When planning this book I really wanted it to have a wide impact. With this in mind, the location and characters aren’t described in physical detail. It was tricky but hopefully worth it. Especially given I’m a (relatively) old, (definitely) white male.

Girls in Western, developed cities often already have significant exposure and advantages when it comes to technology. There may also be more role models for them around. That is definitely true where I live in Silicon Valley.

Obviously, it’s impossible for me to understand what lives are like in all cities in the world, let alone what they are like for teenage girls. So my attempt to make it appeal as broadly as possible was going to be a big challenge.

Whilst it was much harder, and perhaps not as strong, I have written the location and characters to be generic.

Note: Many of you who know me may be saying “What, Mr Focus is not being focused???” OK, yes, you got me. I’m making the focus sacrifice. Going for breadth instead of depth.

When I was thinking through the book the challenge kept coming up. When you are thinking about characters one the first activities is to describe them. Any description would have immediately limited the audience that could directly to relate to them.
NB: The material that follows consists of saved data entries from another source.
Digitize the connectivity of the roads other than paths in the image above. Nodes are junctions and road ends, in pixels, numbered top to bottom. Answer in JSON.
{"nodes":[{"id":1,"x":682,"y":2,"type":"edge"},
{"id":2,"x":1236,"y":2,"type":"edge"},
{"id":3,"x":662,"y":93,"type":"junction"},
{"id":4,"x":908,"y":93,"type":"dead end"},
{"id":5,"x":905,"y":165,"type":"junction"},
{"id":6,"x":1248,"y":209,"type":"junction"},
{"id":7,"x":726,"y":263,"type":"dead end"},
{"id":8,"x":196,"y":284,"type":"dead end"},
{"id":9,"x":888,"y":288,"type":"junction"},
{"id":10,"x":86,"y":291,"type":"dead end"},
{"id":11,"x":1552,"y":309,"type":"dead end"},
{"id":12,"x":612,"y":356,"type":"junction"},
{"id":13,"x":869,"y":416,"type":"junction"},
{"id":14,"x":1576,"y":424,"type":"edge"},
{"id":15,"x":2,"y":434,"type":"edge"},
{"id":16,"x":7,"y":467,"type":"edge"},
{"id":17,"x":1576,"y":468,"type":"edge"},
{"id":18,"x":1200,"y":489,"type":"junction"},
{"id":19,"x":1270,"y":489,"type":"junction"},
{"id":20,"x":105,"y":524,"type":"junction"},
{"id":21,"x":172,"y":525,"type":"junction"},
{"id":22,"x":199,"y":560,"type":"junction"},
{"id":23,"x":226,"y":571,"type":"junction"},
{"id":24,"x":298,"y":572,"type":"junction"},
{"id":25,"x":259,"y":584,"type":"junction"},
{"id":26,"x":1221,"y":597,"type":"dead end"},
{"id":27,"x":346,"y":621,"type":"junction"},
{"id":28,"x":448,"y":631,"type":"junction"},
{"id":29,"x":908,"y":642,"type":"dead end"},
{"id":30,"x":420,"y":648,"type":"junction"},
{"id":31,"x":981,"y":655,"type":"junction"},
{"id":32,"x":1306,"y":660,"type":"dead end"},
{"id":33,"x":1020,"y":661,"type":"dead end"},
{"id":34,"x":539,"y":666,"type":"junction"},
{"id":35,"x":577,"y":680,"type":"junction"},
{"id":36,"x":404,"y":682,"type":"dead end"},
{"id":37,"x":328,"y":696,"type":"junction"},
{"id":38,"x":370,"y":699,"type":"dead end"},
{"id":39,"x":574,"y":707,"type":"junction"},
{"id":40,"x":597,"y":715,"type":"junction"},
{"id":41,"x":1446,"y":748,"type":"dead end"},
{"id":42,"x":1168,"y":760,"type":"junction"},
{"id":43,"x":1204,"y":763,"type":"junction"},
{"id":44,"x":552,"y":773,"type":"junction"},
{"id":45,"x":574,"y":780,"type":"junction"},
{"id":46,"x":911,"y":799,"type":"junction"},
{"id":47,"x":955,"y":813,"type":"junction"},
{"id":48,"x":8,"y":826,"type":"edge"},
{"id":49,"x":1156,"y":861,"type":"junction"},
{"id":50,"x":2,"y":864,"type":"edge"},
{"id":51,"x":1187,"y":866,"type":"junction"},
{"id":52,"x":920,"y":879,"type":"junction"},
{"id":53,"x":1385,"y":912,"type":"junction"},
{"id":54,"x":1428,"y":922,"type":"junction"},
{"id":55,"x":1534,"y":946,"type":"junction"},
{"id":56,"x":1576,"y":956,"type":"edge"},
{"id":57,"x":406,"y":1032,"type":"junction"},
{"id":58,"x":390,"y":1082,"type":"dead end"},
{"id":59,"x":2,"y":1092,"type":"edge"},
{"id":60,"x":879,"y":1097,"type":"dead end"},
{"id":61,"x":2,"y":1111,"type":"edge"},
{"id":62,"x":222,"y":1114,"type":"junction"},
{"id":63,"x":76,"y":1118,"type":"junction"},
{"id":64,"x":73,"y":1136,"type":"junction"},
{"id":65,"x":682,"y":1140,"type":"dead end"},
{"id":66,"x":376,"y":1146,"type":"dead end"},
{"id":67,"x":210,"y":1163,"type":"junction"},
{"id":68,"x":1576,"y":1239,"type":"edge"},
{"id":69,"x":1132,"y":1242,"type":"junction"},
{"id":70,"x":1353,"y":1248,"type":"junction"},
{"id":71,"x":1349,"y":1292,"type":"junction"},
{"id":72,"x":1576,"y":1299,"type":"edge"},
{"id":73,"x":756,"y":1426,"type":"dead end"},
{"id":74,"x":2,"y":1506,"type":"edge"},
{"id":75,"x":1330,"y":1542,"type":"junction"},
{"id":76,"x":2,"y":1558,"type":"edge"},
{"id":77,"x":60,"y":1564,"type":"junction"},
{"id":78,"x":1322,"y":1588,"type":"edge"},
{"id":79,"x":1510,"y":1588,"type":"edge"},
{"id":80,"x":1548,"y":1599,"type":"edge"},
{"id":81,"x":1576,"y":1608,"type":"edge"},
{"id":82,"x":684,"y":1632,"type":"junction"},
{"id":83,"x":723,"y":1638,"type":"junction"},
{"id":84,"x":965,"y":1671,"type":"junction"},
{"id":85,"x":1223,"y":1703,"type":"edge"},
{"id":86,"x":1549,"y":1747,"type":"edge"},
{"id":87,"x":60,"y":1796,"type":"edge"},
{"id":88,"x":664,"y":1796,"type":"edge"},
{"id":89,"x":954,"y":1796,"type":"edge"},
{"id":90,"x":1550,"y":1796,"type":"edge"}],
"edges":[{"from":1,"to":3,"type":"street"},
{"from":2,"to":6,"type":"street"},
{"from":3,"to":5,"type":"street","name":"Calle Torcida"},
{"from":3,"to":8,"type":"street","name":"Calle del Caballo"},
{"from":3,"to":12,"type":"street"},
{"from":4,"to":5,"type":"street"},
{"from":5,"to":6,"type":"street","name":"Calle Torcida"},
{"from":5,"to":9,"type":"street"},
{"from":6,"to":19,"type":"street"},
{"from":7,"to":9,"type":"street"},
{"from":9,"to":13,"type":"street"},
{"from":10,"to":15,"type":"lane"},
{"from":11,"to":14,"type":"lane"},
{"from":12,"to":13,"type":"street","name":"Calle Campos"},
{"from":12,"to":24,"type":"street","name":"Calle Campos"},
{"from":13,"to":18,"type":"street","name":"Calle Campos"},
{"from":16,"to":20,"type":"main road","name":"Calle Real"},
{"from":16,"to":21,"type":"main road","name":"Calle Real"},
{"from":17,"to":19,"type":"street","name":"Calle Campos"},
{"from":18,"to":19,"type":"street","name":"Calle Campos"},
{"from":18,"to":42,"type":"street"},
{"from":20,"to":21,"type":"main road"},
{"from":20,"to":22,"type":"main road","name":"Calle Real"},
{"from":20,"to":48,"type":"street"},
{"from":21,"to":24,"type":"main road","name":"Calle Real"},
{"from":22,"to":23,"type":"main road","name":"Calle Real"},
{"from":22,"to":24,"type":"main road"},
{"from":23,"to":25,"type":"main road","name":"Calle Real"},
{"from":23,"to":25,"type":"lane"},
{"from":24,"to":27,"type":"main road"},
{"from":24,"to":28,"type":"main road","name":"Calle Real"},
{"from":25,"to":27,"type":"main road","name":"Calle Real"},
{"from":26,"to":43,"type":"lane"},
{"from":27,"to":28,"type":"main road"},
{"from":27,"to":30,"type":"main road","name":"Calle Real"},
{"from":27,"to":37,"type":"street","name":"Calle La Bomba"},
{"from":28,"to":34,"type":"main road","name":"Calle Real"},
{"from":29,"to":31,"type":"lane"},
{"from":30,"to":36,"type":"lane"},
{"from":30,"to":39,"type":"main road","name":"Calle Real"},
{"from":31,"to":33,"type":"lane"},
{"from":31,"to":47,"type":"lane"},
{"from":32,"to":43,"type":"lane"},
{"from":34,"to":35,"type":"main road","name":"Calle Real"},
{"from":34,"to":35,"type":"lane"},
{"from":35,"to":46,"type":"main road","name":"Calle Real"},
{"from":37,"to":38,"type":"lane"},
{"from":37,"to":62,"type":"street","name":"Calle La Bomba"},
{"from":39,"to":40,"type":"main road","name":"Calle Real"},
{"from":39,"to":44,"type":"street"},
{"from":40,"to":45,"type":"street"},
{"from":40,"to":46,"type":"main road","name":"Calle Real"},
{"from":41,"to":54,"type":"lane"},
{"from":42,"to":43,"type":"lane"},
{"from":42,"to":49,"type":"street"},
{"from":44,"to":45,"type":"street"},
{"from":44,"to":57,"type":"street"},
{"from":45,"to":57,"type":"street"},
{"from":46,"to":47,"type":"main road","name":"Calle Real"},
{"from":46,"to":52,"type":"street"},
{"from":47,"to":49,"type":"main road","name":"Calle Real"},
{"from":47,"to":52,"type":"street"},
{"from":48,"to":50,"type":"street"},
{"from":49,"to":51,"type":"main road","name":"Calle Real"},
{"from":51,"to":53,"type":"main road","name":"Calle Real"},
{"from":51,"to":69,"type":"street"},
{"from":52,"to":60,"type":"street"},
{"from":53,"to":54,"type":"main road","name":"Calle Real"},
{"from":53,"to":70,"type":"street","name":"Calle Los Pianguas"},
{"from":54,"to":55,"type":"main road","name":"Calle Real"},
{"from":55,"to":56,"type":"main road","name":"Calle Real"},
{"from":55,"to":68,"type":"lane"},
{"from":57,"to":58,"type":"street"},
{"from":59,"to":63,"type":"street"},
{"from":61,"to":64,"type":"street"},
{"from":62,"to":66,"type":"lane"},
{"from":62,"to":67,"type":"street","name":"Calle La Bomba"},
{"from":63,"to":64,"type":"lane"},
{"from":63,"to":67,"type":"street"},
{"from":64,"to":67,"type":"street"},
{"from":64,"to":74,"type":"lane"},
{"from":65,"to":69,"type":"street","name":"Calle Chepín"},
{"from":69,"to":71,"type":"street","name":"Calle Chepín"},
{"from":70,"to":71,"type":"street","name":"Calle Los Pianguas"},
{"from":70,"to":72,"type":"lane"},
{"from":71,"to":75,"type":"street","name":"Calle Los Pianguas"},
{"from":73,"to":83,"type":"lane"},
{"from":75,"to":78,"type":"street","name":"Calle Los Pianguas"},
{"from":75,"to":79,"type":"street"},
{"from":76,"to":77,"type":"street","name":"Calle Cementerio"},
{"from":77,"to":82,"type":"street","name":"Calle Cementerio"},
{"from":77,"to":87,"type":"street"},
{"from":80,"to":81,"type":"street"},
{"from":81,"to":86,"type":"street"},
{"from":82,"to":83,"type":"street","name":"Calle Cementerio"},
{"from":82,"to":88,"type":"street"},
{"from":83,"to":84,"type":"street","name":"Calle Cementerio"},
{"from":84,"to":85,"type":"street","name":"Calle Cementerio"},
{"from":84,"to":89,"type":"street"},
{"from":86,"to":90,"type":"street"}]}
So I decided not to describe the main three characters at all. I’m really curious about what people imagine they look like. For the 20 or so people who have read the book so far, they have described them in a wide variety which is great.

Then there is the name. Whilst there is a big variety of names, most of them are culturally or nationally based. I spent hours and hours trying to find names that worked for anyone, but ended up making up names. Hence why we have;

  • AZ — main character. The name came from A to Z.
  • 10 — I thought it was kind of geeky but interesting. Binary.
  • Li — this one was more tricky. It sounds like it could be Asian but isn’t. Lea and sometimes Lee is another way to spell this name.

Other characters in the book I’ve tried to give a very wide range of international flavours. Lucia Muchado, Mrs D’Silva, Mr Habai, Dusan.

Any feedback on how this comes across in the book would be greatly appreciated.